PROVIDED RECORDS section start

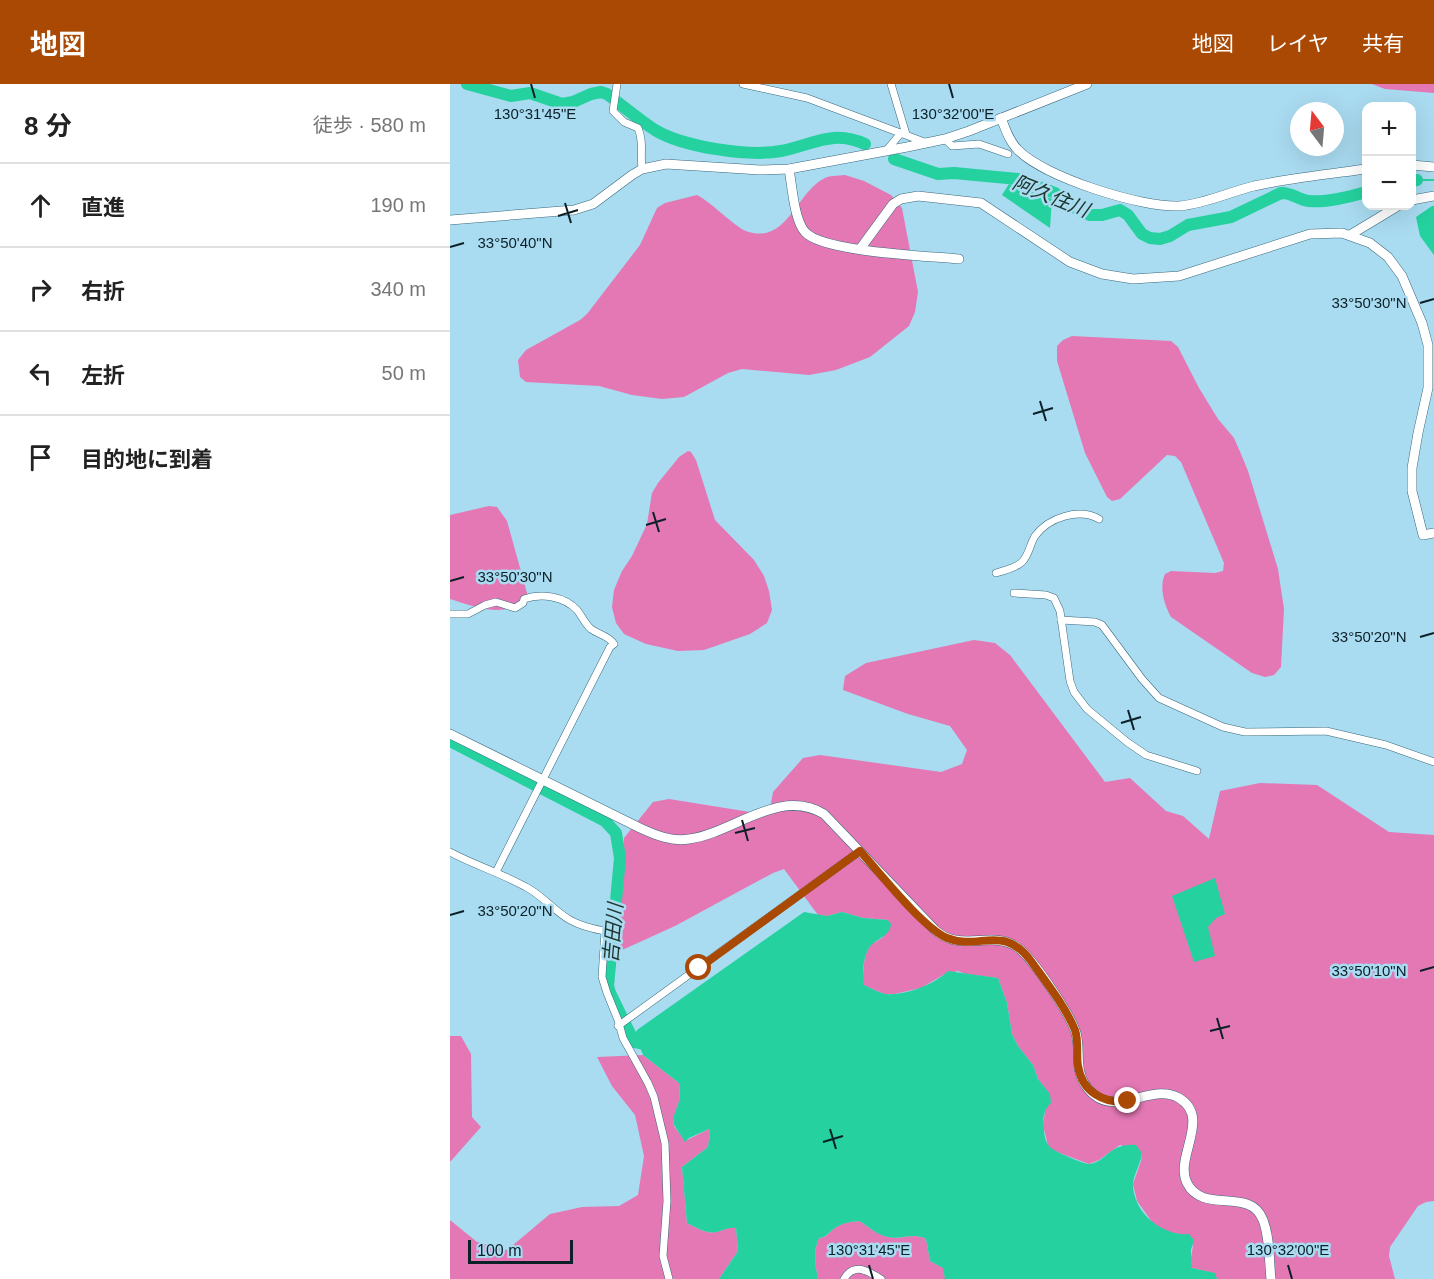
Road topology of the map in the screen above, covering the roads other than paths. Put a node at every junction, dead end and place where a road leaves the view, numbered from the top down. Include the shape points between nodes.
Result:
1 (617, 84) edge
2 (743, 84) edge
3 (891, 84) edge
4 (1087, 84) edge
5 (1001, 118) junction
6 (887, 129) junction
7 (903, 133) junction
8 (945, 139) junction
9 (927, 143) junction
10 (886, 151) junction
11 (1008, 154) dead end
12 (1416, 165) edge
13 (1434, 167) edge
14 (642, 169) junction
15 (789, 169) junction
16 (1362, 170) edge
17 (1434, 196) edge
18 (1416, 199) edge
19 (1391, 210) edge
20 (450, 220) edge
21 (1350, 235) junction
22 (860, 249) junction
23 (959, 259) dead end
24 (1099, 519) dead end
25 (1434, 532) edge
26 (996, 573) dead end
27 (1014, 593) dead end
28 (450, 614) edge
29 (1061, 620) junction
30 (450, 734) edge
31 (1434, 762) edge
32 (1197, 771) dead end
33 (541, 780) junction
34 (860, 851) junction
35 (450, 852) edge
36 (496, 872) junction
37 (618, 1026) junction
38 (669, 1279) edge
39 (844, 1279) edge
40 (881, 1279) edge
41 (1271, 1279) edge

1 - 14 street via 613,111 638,128 643,140
2 - 6 street via 807,98
3 - 7 street
4 - 5 street
5 - 8 street
5 - 16 street via 1013,144 1045,170 1155,205 1190,205 1270,182
6 - 7 street
6 - 10 street
7 - 9 street
7 - 10 street
8 - 9 street
8 - 11 street via 952,146 979,144
9 - 10 street
10 - 15 street
12 - 13 street
14 - 15 street via 666,164
14 - 20 street via 600,200 579,209
15 - 22 street via 804,232 823,243
17 - 18 street
19 - 21 street
21 - 22 street via 1310,234 1179,276 1133,279 1102,274 1070,262 981,204 918,196 893,204
21 - 25 street via 1370,243 1395,265 1422,323 1429,353 1428,388 1413,454 1412,491 1422,535
22 - 23 street
24 - 26 street via 1076,514 1054,521 1035,537 1022,562
27 - 29 street via 1054,598
28 - 33 street via 468,614 496,602 515,608 524,598 551,596 574,608 589,627 614,644
29 - 31 street via 1102,625 1159,698 1223,727 1245,732 1326,731 1386,745
29 - 32 street via 1070,681 1087,709 1146,755
30 - 33 street
33 - 34 street via 654,835 680,840 781,807 804,805 830,819
33 - 36 street
34 - 37 street
34 - 41 street via 927,924 941,934 957,940 1006,941 1026,955 1071,1022 1078,1043 1081,1077 1090,1091 1115,1102 1165,1094 1185,1103 1193,1123 1184,1171 1188,1185 1204,1198 1241,1202 1256,1208 1264,1222
35 - 36 street
36 - 37 street via 529,888 568,919 605,931 602,977
37 - 38 street via 648,1083 665,1143 663,1256
39 - 40 street via 857,1269

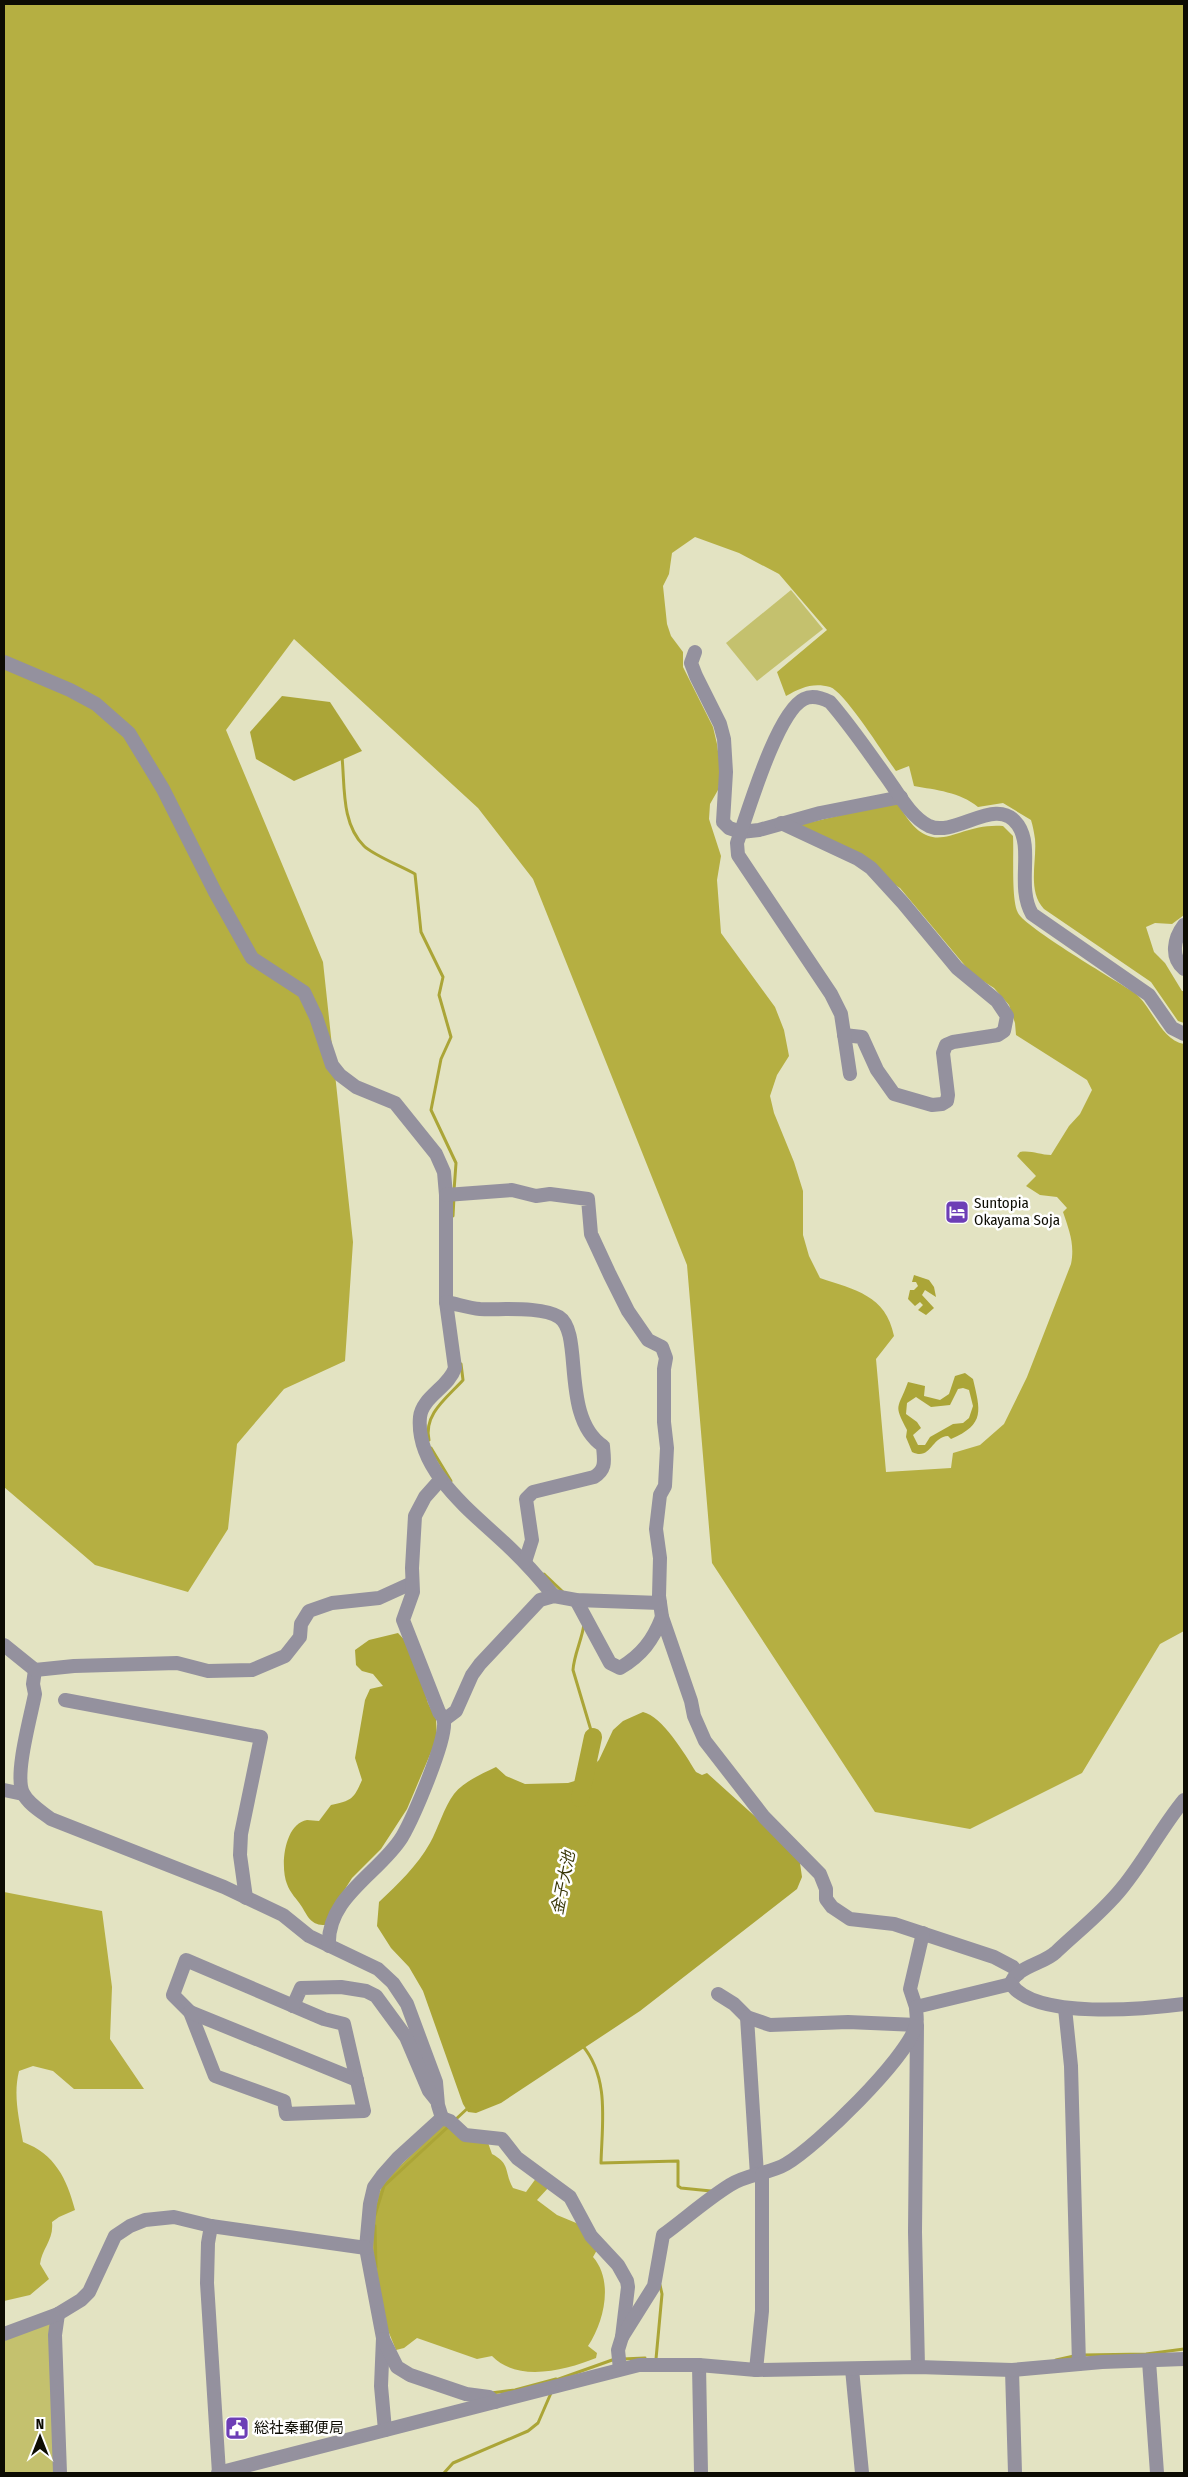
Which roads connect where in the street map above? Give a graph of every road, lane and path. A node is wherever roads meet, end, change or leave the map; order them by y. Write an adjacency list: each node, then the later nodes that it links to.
1 (695, 652): 5 (street)
2 (4, 662): 11 (street)
3 (901, 798): 4 (street); 5 (street); 8 (street)
4 (781, 823): 5 (street); 9 (street)
5 (741, 832): 9 (street)
6 (1184, 925): 7 (street)
7 (1184, 969)
8 (1184, 1034)
9 (844, 1035): 10 (street)
10 (850, 1074)
11 (446, 1194): 12 (street); 18 (street)
12 (446, 1302): 13 (street); 14 (street)
13 (441, 1479): 14 (street); 15 (street)
14 (526, 1557): 16 (street)
15 (412, 1583): 21 (street); 23 (street)
16 (554, 1596): 17 (street); 23 (street)
17 (576, 1600): 18 (street); 19 (street)
18 (660, 1603): 19 (street)
19 (662, 1617): 28 (street)
20 (4, 1645): 21 (street)
21 (35, 1670): 25 (street)
22 (65, 1700): 27 (street)
23 (444, 1720): 29 (street)
24 (4, 1790): 25 (street)
25 (23, 1794): 27 (street)
26 (1184, 1800): 30 (street)
27 (246, 1898): 29 (street)
28 (923, 1933): 30 (street); 34 (street)
29 (329, 1946): 40 (street)
30 (1014, 1979): 34 (street); 35 (street)
31 (718, 1994): 37 (street)
32 (1184, 2004): 35 (street)
33 (293, 2006): 36 (street); 39 (street); 40 (street)
34 (916, 2007): 38 (street)
35 (1065, 2008): 51 (street)
36 (190, 2012): 39 (street); 39 (street)
37 (747, 2017): 38 (street); 42 (street)
38 (917, 2025): 42 (street); 53 (street)
39 (357, 2080)
40 (438, 2101): 41 (street)
41 (442, 2118): 44 (street); 47 (street)
42 (760, 2175): 47 (street); 56 (street)
43 (211, 2226): 44 (street); 45 (street); 61 (street)
44 (366, 2248): 48 (street)
45 (58, 2314): 46 (street); 60 (street)
46 (4, 2334)
47 (622, 2337): 54 (street)
48 (382, 2338): 58 (street); 59 (street)
49 (1184, 2359): 50 (street)
50 (1150, 2361): 51 (street); 65 (street)
51 (1079, 2364): 57 (street)
52 (699, 2365): 54 (street); 56 (street); 62 (street)
53 (918, 2367): 55 (street); 57 (street)
54 (620, 2369): 58 (street)
55 (852, 2369): 56 (street); 63 (street)
56 (756, 2370)
57 (1012, 2370): 64 (street)
58 (495, 2402): 59 (street)
59 (385, 2430): 61 (street)
60 (60, 2473)
61 (218, 2473)
62 (701, 2473)
63 (862, 2473)
64 (1014, 2473)
65 (1157, 2473)

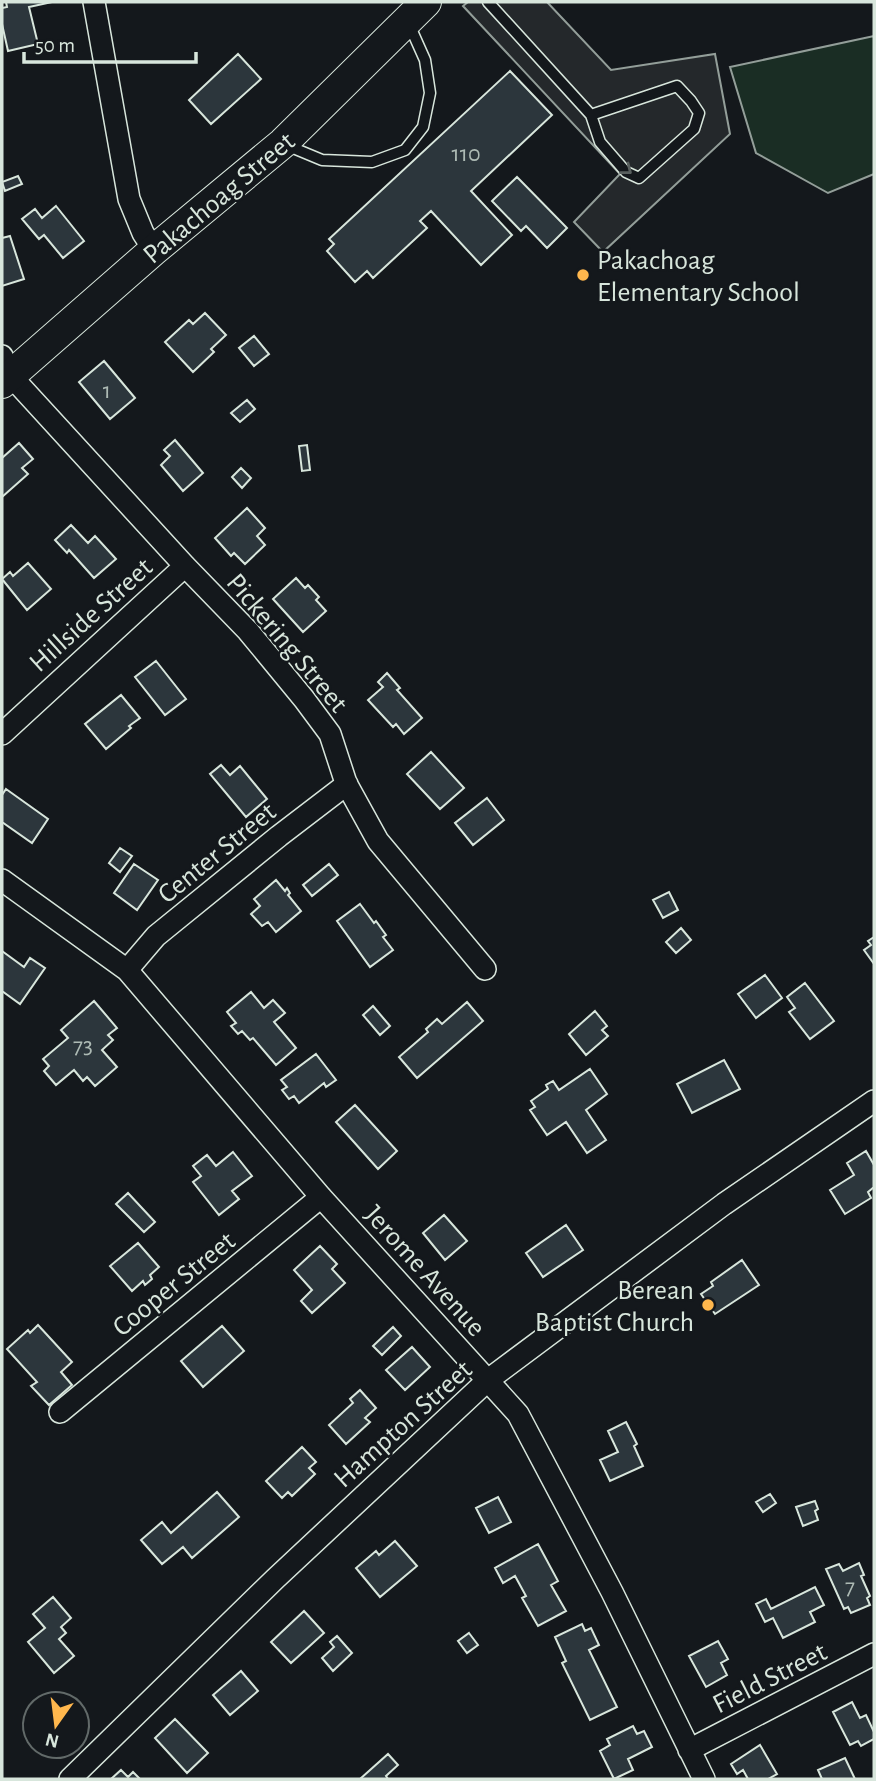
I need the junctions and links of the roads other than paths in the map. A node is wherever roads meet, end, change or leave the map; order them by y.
1 (94, 2) edge
2 (488, 2) edge
3 (417, 11) edge
4 (591, 115) junction
5 (283, 144) junction
6 (154, 250) junction
7 (5, 372) edge
8 (185, 566) junction
9 (2, 734) edge
10 (347, 784) junction
11 (2, 880) edge
12 (485, 969) dead end
13 (127, 970) junction
14 (874, 1101) edge
15 (321, 1197) junction
16 (488, 1380) junction
17 (60, 1412) dead end
18 (874, 1654) edge
19 (689, 1750) junction
20 (71, 1779) edge
21 (704, 1779) edge

1 - 6 street
2 - 4 lane
3 - 5 street, Pakachoag Street
3 - 5 lane
4 -> 4 lane
5 - 6 street, Pakachoag Street
6 - 7 street, Pakachoag Street
7 - 8 street, Pickering Street
8 - 9 street, Hillside Street
8 - 10 street, Pickering Street
10 - 12 street, Pickering Street
10 - 13 street, Center Street
11 - 13 street, Jerome Avenue
13 - 15 street, Jerome Avenue
14 - 16 street, Hampton Street
15 - 16 street, Jerome Avenue
15 - 17 street, Cooper Street
16 - 19 street, Jerome Avenue
16 - 20 street, Hampton Street
18 - 19 street, Field Street
19 - 21 street, Jerome Avenue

PROVIDED RECORDS section end

INSTRUCTIONS FOR THE TASK
Look through the entries above and copy each line that has "Avenue" in it.

RESULT FOR THIS EXERCISE
11 - 13 street, Jerome Avenue
13 - 15 street, Jerome Avenue
15 - 16 street, Jerome Avenue
16 - 19 street, Jerome Avenue
19 - 21 street, Jerome Avenue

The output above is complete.